■ **TRY IT**
The answer must consist of every line below that contains the word "Niedurnego".

*****

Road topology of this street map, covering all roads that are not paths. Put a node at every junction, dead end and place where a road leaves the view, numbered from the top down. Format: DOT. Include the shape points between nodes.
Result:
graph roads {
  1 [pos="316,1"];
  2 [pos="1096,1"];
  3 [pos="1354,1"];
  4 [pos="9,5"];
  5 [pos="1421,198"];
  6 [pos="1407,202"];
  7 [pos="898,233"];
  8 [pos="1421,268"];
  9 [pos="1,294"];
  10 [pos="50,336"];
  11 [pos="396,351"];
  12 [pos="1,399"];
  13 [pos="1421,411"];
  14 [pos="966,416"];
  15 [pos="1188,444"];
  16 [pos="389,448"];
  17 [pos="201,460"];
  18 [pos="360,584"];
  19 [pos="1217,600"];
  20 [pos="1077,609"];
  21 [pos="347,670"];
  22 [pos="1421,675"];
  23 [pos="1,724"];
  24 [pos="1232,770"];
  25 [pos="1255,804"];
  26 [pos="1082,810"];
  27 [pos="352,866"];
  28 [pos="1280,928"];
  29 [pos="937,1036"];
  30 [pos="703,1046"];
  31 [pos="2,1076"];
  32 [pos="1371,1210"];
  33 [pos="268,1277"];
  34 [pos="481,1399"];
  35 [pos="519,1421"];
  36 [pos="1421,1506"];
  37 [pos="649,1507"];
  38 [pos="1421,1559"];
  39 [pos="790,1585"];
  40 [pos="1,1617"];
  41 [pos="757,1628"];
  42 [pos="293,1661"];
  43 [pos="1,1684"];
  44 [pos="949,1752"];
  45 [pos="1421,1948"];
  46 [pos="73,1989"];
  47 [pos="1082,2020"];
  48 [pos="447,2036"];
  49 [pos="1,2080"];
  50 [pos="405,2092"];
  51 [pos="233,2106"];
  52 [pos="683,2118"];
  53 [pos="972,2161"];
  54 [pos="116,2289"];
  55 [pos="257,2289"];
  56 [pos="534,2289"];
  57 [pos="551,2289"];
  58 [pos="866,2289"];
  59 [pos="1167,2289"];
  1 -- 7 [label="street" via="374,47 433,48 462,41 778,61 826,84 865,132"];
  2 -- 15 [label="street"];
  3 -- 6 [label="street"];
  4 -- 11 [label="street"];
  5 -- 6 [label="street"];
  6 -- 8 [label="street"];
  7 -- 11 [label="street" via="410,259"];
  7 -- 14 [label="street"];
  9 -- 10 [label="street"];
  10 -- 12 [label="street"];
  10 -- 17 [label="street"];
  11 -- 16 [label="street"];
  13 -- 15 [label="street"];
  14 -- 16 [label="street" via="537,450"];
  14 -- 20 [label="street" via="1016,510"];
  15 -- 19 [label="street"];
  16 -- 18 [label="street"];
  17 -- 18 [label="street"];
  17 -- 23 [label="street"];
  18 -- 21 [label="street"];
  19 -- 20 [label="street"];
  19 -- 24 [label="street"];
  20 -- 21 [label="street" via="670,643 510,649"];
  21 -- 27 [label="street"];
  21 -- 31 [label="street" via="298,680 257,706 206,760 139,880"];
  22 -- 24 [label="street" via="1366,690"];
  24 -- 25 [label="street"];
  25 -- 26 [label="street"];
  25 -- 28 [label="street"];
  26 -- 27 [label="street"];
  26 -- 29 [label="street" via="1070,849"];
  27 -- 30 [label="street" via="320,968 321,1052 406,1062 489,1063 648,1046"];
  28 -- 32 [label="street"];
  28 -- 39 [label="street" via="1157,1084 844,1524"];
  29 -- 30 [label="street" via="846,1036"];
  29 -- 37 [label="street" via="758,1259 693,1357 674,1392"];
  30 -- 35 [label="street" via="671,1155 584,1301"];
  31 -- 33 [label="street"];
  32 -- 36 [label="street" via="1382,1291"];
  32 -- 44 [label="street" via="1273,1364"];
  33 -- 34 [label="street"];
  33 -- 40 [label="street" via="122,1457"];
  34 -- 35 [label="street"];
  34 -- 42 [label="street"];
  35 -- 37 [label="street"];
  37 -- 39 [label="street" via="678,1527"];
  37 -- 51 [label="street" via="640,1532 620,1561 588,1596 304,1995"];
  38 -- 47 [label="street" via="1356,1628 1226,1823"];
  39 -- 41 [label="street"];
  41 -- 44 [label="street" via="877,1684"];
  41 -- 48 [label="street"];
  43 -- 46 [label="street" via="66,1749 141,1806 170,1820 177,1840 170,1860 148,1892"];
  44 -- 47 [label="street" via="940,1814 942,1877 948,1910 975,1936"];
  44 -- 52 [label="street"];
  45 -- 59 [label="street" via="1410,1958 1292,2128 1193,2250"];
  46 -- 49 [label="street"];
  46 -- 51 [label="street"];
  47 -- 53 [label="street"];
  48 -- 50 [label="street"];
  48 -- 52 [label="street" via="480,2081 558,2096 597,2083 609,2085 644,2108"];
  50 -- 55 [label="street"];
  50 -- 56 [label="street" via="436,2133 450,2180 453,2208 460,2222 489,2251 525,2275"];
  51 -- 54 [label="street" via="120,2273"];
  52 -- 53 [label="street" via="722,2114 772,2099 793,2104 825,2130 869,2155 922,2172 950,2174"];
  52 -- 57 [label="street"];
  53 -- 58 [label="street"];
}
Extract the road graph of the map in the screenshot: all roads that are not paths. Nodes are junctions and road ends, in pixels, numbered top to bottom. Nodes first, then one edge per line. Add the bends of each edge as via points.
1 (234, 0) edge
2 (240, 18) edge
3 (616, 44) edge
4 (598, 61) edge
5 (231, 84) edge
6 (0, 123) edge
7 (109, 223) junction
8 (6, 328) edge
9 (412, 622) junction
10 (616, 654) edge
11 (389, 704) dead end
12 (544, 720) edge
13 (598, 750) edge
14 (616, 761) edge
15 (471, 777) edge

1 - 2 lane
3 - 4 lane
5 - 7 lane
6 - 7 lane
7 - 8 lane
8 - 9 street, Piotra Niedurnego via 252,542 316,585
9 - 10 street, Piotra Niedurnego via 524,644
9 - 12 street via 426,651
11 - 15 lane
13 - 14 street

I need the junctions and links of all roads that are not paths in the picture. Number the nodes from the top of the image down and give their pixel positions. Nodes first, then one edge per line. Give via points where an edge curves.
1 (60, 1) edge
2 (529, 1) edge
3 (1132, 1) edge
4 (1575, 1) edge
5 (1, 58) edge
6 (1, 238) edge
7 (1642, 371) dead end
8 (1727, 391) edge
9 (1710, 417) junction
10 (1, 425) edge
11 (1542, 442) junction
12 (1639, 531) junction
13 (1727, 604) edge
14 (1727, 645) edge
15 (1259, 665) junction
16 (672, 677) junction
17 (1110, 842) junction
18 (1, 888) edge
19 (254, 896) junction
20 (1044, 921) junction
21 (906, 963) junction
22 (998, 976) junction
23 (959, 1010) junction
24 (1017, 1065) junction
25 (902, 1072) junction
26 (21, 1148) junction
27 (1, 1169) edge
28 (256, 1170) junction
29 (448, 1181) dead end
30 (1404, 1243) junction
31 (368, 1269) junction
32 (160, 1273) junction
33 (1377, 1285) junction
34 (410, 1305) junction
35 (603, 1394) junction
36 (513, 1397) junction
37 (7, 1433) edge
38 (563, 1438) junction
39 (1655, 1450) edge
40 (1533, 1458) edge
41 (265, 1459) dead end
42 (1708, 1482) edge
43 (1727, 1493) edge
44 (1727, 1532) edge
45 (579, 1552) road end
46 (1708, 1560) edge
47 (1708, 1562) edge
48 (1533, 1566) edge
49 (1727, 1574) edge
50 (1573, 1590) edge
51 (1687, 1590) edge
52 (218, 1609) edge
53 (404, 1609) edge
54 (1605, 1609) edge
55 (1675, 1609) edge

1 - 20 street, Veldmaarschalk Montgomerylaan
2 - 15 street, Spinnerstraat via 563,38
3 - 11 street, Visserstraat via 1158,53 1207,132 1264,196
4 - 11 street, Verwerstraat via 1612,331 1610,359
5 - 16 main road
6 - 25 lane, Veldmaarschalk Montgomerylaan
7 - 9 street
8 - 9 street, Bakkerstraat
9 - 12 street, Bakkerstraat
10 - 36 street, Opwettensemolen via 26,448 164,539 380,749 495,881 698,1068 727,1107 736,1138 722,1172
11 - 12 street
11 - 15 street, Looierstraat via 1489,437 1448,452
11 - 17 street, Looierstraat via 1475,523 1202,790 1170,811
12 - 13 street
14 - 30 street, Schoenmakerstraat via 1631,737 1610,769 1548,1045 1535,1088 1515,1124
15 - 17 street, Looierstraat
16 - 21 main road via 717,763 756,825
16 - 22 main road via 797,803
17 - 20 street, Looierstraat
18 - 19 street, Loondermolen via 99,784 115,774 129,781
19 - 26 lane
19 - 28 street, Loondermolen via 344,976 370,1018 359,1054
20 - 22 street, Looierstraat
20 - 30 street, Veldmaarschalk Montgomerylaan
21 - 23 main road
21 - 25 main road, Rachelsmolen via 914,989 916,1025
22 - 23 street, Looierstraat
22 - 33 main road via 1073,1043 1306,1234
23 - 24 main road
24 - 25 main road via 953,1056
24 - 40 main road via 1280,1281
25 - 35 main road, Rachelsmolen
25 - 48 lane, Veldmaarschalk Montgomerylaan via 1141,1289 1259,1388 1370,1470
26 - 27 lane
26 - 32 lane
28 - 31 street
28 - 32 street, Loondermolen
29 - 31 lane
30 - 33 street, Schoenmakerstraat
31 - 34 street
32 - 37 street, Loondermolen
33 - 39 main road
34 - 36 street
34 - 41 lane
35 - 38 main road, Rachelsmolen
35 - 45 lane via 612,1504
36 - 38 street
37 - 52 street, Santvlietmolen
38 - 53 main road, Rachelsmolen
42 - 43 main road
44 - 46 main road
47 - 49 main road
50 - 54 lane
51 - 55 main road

*****

■ **ANSWER TO THIS TASK**
8 - 9 street, Piotra Niedurnego via 252,542 316,585
9 - 10 street, Piotra Niedurnego via 524,644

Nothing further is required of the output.